Misconduct in Scholarship and Research
Boston University is committed to the highest possible standards of integrity in scholarship and research. This commitment is fundamental to the University’s mission in fostering the pursuit of truth and the expansion of knowledge. The administration, faculty, students, and staff of the University share in the responsibility for preserving the integrity of scholarship and research. All members of the University community are responsible for promoting the highest ethical principles in each academic discipline and for holding members of the community accountable to these principles.
Scholarship and research are conducted within a system of academic peer review aimed at promoting truth and knowledge. Working within this system places considerable demands upon both young and established investigators to uphold rigorous principles and methods. A serious failure of discipline or rigor can lead to an incident of misconduct in scholarship or research.
Misconduct in scholarship or research includes such serious ethical violations as fabrication, falsification, or plagiarism in proposing, performing, or reviewing research, or in reporting research results. However, it is important that misconduct be distinguished from honest error or honest differences in the interpretation of data.

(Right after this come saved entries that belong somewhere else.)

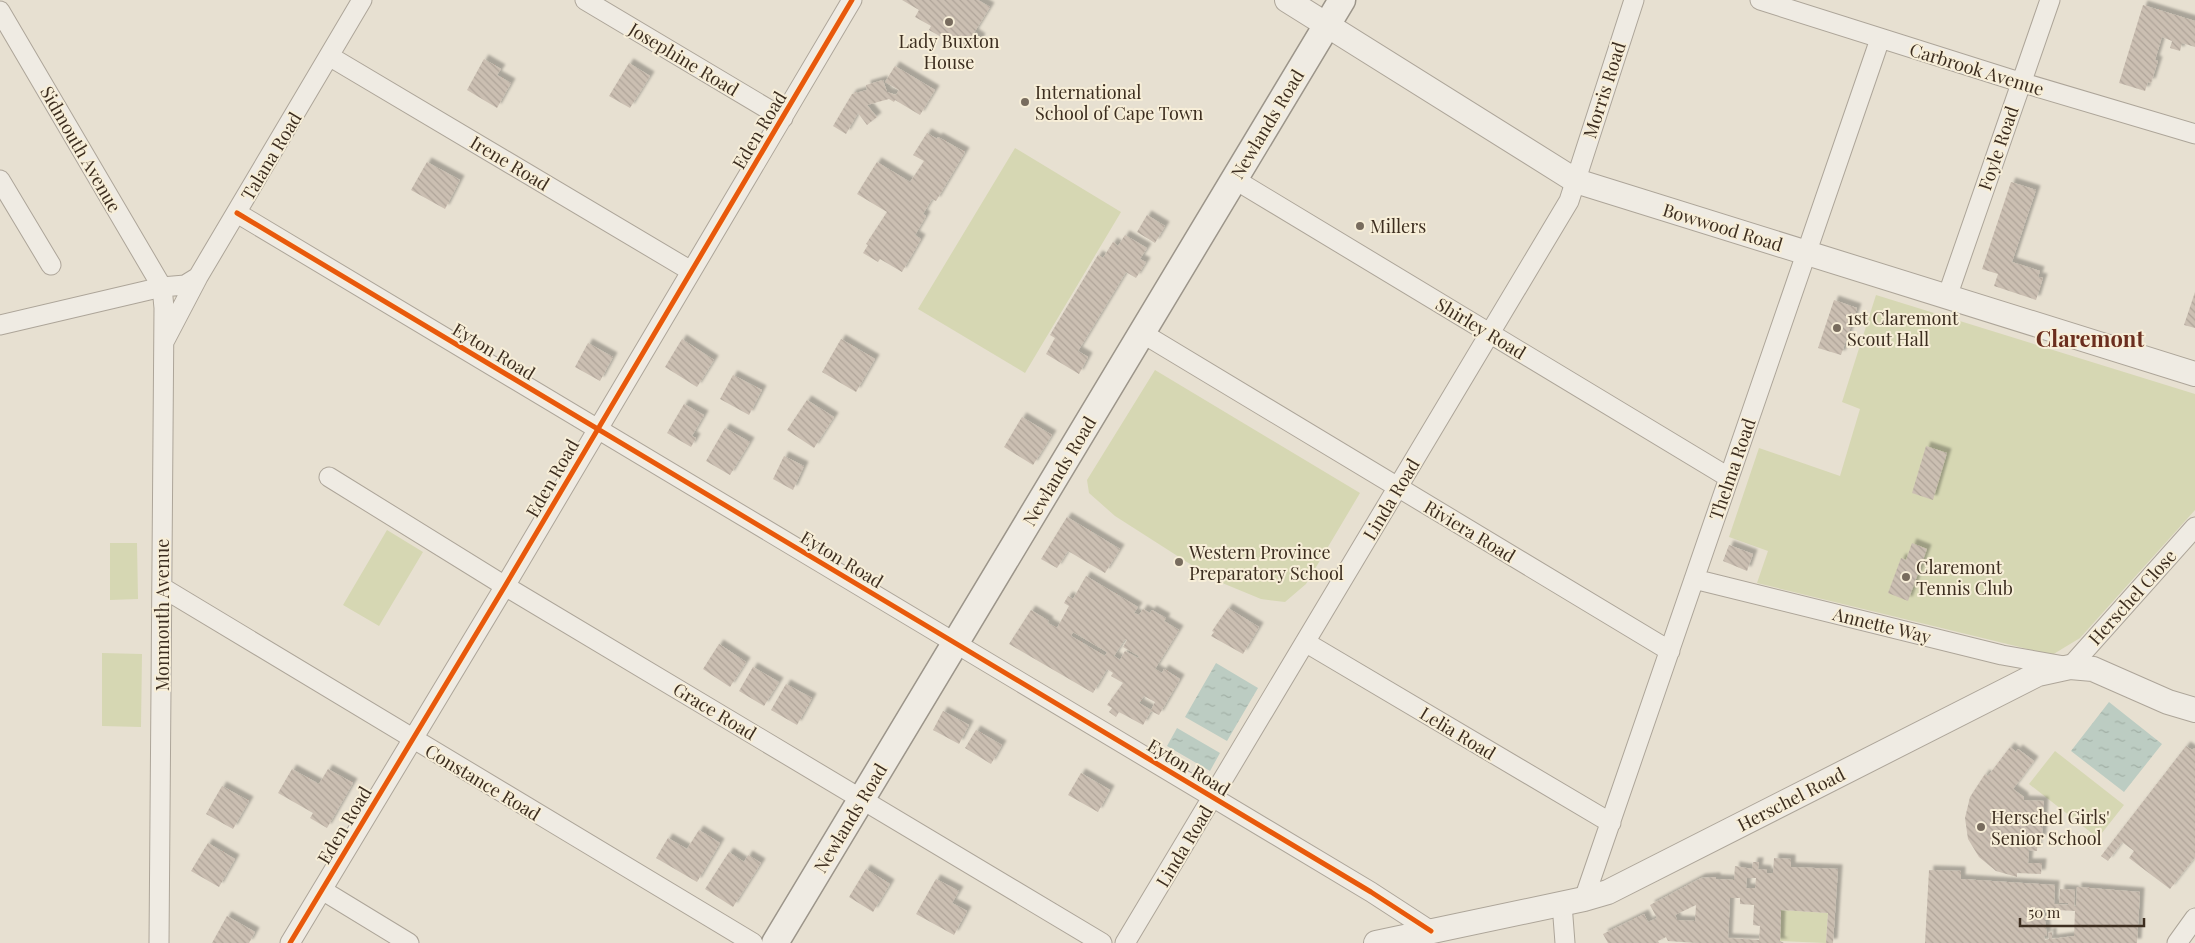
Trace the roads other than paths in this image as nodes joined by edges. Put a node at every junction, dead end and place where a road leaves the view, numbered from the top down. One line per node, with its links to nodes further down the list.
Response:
1 (362, 0): 12 (street, Talana Road)
2 (585, 0): 14 (street, Josephine Road)
3 (852, 0): 14 (street, Eden Road)
4 (1287, 0): 10 (street, Bowwood Road)
5 (1342, 0): 10 (main road, Newlands Road)
6 (1634, 0): 18 (street, Morris Road)
7 (1760, 0): 11 (street, Carbrook Avenue)
8 (2050, 0): 13 (street, Foyle Road)
9 (0, 11): 24 (street, Sidmouth Avenue)
10 (1327, 24): 16 (main road, Newlands Road); 18 (street, Bowwood Road)
11 (1880, 39): 13 (street, Carbrook Avenue); 20 (street, Thelma Road)
12 (329, 56): 19 (street, Talana Road); 22 (street, Irene Road)
13 (2021, 83): 15 (street, Carbrook Avenue); 25 (street, Foyle Road)
14 (783, 118): 22 (street, Eden Road)
15 (2195, 134)
16 (1234, 179): 27 (main road, Newlands Road); 28 (street, Shirley Road)
17 (0, 181): 21 (street)
18 (1576, 181): 20 (street, Bowwood Road); 28 (street, Linda Road)
19 (237, 212): 23 (street, Talana Road); 31 (street, Eyton Road)
20 (1807, 253): 25 (street, Bowwood Road); 33 (street, Thelma Road)
21 (50, 265)
22 (691, 270): 31 (street, Eden Road)
23 (198, 276): 24 (street); 29 (street, Talana Road)
24 (162, 287): 26 (street); 29 (street, Monmouth Avenue)
25 (1947, 297): 30 (street, Bowwood Road)
26 (0, 325)
27 (1142, 333): 34 (street, Riviera Road); 40 (main road, Newlands Road)
28 (1490, 334): 33 (street, Shirley Road); 34 (street, Linda Road)
29 (163, 344): 38 (street, Monmouth Avenue)
30 (2195, 374)
31 (597, 428): 37 (street, Eden Road); 40 (street, Eyton Road)
32 (329, 477): 37 (street, Grace Road)
33 (1728, 477): 36 (street, Thelma Road)
34 (1398, 487): 39 (street, Linda Road); 41 (street, Riviera Road)
35 (2195, 527): 42 (street, Herschel Close)
36 (1694, 579): 41 (street, Thelma Road); 42 (street, Annette Way)
37 (505, 586): 44 (street, Eden Road); 46 (street, Grace Road)
38 (163, 588): 44 (street, Constance Road); 52 (street, Monmouth Avenue)
39 (1305, 642): 45 (street, Linda Road); 47 (street, Lelia Road)
40 (955, 643): 45 (street, Eyton Road); 46 (main road, Newlands Road)
41 (1670, 651): 47 (street, Thelma Road)
42 (2070, 667): 43 (street, Herschel Road); 49 (street, Herschel Road)
43 (2195, 710)
44 (411, 738): 48 (street, Eden Road); 55 (street, Constance Road)
45 (1214, 797): 51 (street, Eyton Road); 58 (street, Linda Road)
46 (861, 799): 56 (main road, Newlands Road); 57 (street, Grace Road)
47 (1611, 824): 49 (street, Thelma Road)
48 (322, 890): 53 (street, Eden Road); 54 (street)
49 (1573, 902): 51 (street, Herschel Road); 60 (street)
50 (2195, 918): 61 (street)
51 (1431, 931): 59 (street, Herschel Road)
52 (159, 943)
53 (290, 943)
54 (409, 943)
55 (753, 943)
56 (775, 943)
57 (1102, 943)
58 (1125, 943)
59 (1376, 943)
60 (1566, 943)
61 (2177, 943)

Creativity in the exploration of new and untried concepts and method is encouraged in the scholarly community. The use of novel procedures and practices in the pursuit of truth raises no issues of concern simply because such procedures or practices are new or different. However, the manner in which a scholar discloses or fails to disclose the use of new methods or assumptions may be relevant in determining whether there has been any misconduct in the reporting of scholarship or research. The University’s statement on Academic Freedom provides:
The rights of the faculty member and the student to academic freedom, however, carry with them duties and responsibilities. The faculty member is entitled to full freedom to engage in research, scholarship, and creative work and to publish or produce the results, subject to responsible performance of these and other academic duties. The faculty member is likewise entitled to freedom in teaching and discussing the subject matter. Yet, as in research, the concomitant of this freedom must be a commitment to accuracy and integrity. (From Policy on Academic Freedom, approved by the University Council, March 24, 1987.)
The consequences of serious misconduct in scholarship and research may include not only damage to individual careers but also the erosion of public confidence in the integrity of scholarship and research both at the University and in the academic community generally. Similarly, false or inaccurate allegations of misconduct in research may also unfairly injure the reputation of scholars, researchers, and the institution. It is important that there be appropriate University procedures by which allegations of misconduct in scholarship or research may be fairly and thoroughly aired, both to expose and correct misconduct and to protect the scholar and researcher against false charges.